**What to do:** Exactly as written, copy the lines that run from the start of the data below to the line containing "Please list the", both ends included.

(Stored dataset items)
----

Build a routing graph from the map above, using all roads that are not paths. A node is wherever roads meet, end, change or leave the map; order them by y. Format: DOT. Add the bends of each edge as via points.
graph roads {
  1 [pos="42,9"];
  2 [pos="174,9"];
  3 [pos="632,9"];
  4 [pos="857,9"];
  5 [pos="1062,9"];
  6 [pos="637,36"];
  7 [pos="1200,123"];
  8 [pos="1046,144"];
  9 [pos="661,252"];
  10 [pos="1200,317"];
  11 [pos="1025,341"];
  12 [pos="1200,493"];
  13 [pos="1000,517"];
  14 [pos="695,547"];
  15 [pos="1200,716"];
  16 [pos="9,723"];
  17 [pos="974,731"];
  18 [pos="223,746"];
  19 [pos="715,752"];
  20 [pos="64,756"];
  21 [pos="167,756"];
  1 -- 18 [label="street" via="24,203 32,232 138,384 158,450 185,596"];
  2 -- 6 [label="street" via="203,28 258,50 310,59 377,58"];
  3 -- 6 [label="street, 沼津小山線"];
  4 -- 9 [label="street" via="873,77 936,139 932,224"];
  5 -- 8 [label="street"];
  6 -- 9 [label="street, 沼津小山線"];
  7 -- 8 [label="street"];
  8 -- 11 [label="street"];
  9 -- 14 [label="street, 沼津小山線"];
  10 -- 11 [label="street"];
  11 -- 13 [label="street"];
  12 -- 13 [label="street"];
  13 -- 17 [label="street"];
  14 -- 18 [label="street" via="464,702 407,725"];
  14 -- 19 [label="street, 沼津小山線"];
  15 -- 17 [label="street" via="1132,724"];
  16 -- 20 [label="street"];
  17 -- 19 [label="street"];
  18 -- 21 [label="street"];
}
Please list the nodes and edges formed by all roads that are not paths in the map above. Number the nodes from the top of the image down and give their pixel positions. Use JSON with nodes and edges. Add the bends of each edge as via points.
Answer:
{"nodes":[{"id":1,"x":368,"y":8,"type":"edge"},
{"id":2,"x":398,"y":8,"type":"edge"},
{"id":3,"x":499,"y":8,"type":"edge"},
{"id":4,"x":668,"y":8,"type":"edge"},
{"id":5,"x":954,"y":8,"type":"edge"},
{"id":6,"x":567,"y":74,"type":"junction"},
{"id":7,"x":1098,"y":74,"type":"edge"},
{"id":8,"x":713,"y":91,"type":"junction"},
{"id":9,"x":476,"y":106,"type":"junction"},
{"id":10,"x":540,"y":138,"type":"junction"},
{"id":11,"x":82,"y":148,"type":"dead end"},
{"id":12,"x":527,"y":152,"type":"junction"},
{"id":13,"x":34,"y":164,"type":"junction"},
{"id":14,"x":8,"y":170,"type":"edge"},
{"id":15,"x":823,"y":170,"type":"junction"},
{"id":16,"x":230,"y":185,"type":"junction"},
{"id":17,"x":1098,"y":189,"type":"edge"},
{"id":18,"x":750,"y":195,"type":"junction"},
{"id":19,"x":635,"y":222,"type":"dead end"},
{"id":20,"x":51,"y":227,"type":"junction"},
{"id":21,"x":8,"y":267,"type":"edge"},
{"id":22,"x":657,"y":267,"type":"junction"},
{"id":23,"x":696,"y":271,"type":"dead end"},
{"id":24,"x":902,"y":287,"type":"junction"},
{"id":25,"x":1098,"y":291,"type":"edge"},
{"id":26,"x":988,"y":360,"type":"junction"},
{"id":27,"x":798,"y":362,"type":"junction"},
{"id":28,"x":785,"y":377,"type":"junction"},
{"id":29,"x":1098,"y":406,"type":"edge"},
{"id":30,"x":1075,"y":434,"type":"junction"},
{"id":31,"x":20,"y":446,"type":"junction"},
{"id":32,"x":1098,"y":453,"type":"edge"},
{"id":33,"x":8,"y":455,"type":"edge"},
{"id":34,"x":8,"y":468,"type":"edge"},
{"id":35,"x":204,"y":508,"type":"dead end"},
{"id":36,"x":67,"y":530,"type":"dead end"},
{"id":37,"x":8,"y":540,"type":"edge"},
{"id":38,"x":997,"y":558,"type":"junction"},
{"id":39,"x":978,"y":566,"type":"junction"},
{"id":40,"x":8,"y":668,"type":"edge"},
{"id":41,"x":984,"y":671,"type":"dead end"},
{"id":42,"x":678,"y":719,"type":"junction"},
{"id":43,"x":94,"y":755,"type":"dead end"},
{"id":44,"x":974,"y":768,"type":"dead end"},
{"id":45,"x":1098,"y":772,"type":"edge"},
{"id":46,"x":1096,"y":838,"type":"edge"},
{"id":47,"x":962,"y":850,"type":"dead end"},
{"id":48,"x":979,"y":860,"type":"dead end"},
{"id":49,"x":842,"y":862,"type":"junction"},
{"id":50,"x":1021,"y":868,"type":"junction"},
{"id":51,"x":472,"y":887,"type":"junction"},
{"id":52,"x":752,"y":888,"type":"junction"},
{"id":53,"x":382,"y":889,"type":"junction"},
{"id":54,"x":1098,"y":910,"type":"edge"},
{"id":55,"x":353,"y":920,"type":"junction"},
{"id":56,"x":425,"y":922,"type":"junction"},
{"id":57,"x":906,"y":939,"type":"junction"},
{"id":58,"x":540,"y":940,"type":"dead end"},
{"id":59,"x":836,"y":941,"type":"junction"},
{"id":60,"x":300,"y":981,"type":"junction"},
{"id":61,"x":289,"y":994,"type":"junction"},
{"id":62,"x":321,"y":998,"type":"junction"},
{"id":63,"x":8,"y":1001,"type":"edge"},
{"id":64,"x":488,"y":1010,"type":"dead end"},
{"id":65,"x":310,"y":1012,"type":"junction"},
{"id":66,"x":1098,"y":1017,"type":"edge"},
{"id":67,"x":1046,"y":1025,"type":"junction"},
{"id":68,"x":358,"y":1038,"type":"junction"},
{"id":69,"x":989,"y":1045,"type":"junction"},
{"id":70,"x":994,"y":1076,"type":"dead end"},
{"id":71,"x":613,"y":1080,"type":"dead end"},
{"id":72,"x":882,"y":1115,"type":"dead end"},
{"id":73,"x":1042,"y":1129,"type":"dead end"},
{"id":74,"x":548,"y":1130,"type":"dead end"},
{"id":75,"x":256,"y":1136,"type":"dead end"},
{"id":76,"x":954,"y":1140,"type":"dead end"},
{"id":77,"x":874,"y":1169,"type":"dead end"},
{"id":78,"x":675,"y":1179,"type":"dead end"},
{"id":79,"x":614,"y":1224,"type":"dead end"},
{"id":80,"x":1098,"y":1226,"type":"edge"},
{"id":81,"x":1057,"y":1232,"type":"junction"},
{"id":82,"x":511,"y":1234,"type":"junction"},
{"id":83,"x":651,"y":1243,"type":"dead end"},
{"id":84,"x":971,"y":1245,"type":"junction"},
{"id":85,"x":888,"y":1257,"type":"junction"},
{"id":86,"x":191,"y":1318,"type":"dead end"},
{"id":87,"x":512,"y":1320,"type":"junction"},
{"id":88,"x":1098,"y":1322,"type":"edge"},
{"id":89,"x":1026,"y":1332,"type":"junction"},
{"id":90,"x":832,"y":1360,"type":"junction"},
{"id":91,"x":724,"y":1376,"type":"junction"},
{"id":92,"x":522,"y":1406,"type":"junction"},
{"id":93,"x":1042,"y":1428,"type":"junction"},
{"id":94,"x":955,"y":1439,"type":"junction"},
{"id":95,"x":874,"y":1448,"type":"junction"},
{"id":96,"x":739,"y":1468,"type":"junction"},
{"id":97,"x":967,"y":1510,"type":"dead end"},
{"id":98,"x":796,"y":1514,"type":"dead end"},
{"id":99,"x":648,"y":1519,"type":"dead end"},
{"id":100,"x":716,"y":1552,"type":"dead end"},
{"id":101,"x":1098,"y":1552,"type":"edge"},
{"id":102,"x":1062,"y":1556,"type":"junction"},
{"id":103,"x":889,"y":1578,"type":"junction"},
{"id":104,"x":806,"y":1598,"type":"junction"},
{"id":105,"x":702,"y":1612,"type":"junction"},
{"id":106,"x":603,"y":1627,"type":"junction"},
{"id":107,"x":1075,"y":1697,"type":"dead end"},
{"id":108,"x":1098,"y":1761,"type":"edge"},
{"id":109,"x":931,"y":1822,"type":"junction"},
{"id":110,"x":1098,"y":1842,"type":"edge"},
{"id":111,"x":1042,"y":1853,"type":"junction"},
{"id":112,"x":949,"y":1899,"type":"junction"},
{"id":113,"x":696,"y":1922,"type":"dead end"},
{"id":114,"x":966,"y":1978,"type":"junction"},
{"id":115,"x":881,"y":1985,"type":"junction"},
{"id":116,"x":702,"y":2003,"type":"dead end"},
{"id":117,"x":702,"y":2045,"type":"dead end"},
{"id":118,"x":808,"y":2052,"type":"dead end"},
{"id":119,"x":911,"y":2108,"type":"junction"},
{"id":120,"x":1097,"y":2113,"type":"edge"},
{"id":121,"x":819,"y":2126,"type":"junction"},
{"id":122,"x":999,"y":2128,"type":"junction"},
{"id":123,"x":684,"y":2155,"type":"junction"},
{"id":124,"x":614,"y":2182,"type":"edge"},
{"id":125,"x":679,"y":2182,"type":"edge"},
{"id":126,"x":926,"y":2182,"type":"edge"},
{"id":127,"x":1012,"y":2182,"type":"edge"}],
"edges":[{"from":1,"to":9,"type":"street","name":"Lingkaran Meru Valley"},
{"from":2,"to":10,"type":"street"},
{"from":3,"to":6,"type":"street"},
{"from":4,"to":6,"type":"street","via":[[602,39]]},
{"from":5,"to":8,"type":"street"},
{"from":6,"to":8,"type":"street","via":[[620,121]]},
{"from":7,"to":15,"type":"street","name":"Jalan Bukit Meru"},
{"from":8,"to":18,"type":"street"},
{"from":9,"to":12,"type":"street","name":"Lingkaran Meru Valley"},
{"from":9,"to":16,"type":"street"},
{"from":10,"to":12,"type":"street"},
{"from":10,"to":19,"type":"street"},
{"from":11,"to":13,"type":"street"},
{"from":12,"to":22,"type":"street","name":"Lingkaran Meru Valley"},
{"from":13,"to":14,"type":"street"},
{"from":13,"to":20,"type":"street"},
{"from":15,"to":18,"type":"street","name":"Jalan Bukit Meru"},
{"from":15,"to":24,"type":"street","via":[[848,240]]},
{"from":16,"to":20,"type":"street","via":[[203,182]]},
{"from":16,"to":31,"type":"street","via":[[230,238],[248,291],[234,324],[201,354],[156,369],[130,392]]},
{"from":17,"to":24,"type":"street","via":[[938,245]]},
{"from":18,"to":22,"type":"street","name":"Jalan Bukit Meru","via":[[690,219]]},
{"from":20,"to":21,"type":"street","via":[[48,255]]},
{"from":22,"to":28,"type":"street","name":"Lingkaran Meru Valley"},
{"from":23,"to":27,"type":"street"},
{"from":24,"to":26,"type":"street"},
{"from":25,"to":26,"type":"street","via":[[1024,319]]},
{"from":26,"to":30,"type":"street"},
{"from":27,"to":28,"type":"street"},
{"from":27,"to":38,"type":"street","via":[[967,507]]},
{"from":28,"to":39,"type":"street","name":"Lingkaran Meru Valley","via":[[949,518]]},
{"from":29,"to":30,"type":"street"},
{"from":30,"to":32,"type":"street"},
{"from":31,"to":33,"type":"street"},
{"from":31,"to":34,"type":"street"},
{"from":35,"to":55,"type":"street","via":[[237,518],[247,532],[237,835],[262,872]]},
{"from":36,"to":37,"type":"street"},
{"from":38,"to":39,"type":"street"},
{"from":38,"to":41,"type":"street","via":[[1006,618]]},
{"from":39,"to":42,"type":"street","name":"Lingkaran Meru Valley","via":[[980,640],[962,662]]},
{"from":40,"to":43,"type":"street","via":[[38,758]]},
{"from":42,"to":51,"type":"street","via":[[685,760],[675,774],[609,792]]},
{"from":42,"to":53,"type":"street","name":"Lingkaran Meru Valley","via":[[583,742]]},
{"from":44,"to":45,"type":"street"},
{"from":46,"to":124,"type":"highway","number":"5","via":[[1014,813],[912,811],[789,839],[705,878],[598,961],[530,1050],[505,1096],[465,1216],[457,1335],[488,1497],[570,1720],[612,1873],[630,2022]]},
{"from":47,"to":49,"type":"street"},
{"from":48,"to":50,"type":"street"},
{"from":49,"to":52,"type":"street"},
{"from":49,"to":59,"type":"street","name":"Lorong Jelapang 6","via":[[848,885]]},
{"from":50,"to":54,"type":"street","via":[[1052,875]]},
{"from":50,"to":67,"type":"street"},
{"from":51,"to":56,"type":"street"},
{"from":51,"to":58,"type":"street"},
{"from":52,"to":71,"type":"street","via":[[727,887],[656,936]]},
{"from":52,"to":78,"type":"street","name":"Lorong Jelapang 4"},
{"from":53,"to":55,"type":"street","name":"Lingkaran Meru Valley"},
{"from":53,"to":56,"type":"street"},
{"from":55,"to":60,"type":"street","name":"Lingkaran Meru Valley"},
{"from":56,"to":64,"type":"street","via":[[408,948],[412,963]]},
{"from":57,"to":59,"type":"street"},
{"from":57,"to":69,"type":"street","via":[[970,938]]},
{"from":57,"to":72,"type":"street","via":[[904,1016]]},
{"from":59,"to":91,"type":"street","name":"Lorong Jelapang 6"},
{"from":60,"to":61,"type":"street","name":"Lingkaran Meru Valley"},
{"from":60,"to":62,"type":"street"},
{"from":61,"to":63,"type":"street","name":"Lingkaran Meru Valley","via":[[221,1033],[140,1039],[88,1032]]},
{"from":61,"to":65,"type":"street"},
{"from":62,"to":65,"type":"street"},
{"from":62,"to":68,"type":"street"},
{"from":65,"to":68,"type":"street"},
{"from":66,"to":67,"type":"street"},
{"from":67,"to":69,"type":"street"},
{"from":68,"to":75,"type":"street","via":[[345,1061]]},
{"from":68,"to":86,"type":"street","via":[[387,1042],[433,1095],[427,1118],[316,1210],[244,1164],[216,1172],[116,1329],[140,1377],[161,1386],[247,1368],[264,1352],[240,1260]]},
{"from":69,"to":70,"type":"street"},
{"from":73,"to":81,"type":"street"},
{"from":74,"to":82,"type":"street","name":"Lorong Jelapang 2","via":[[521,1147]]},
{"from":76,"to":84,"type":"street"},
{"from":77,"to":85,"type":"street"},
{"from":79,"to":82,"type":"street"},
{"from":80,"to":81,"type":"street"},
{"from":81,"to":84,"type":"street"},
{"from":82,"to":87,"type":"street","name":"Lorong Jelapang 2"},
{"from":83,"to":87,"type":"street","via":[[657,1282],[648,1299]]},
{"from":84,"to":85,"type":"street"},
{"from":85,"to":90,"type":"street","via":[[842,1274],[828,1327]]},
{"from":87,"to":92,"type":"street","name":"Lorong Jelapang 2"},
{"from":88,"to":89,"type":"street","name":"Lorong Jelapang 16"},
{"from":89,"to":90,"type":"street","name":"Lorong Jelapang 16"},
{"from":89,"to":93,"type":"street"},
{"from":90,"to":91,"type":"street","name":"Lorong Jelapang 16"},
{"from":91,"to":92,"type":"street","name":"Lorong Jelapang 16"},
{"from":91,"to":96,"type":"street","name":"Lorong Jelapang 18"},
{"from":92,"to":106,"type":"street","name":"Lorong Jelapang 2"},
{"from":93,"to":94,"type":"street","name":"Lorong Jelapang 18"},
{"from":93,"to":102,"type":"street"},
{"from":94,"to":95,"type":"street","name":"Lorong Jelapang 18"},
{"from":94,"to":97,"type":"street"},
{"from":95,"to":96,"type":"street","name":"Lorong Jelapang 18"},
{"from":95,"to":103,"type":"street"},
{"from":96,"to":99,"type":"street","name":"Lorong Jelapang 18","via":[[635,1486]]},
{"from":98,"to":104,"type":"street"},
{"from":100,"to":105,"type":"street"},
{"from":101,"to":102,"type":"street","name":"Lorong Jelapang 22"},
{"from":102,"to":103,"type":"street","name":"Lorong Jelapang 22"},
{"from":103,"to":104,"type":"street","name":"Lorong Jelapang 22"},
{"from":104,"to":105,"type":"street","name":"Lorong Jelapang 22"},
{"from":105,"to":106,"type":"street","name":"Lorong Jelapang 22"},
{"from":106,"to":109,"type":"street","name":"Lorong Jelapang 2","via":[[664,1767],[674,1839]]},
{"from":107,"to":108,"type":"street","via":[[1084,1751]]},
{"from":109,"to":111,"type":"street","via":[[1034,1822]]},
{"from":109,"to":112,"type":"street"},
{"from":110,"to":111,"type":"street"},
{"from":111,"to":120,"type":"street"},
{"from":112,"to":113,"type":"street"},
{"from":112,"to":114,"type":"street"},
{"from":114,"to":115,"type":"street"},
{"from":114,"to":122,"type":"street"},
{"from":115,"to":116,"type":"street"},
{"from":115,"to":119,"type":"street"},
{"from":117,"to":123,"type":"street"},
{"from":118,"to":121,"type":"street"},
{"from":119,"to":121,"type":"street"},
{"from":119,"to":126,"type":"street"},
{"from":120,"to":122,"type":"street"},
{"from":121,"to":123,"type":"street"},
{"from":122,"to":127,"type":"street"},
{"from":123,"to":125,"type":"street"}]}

----

**Task solution:**
Build a routing graph from the map above, using all roads that are not paths. A node is wherever roads meet, end, change or leave the map; order them by y. Format: DOT. Add the bends of each edge as via points.
graph roads {
  1 [pos="42,9"];
  2 [pos="174,9"];
  3 [pos="632,9"];
  4 [pos="857,9"];
  5 [pos="1062,9"];
  6 [pos="637,36"];
  7 [pos="1200,123"];
  8 [pos="1046,144"];
  9 [pos="661,252"];
  10 [pos="1200,317"];
  11 [pos="1025,341"];
  12 [pos="1200,493"];
  13 [pos="1000,517"];
  14 [pos="695,547"];
  15 [pos="1200,716"];
  16 [pos="9,723"];
  17 [pos="974,731"];
  18 [pos="223,746"];
  19 [pos="715,752"];
  20 [pos="64,756"];
  21 [pos="167,756"];
  1 -- 18 [label="street" via="24,203 32,232 138,384 158,450 185,596"];
  2 -- 6 [label="street" via="203,28 258,50 310,59 377,58"];
  3 -- 6 [label="street, 沼津小山線"];
  4 -- 9 [label="street" via="873,77 936,139 932,224"];
  5 -- 8 [label="street"];
  6 -- 9 [label="street, 沼津小山線"];
  7 -- 8 [label="street"];
  8 -- 11 [label="street"];
  9 -- 14 [label="street, 沼津小山線"];
  10 -- 11 [label="street"];
  11 -- 13 [label="street"];
  12 -- 13 [label="street"];
  13 -- 17 [label="street"];
  14 -- 18 [label="street" via="464,702 407,725"];
  14 -- 19 [label="street, 沼津小山線"];
  15 -- 17 [label="street" via="1132,724"];
  16 -- 20 [label="street"];
  17 -- 19 [label="street"];
  18 -- 21 [label="street"];
}
Please list the nodes and edges formed by all roads that are not paths in the map above. Number the nodes from the top of the image down and give their pixel positions. Use JSON with nodes and edges. Add the bends of each edge as via points.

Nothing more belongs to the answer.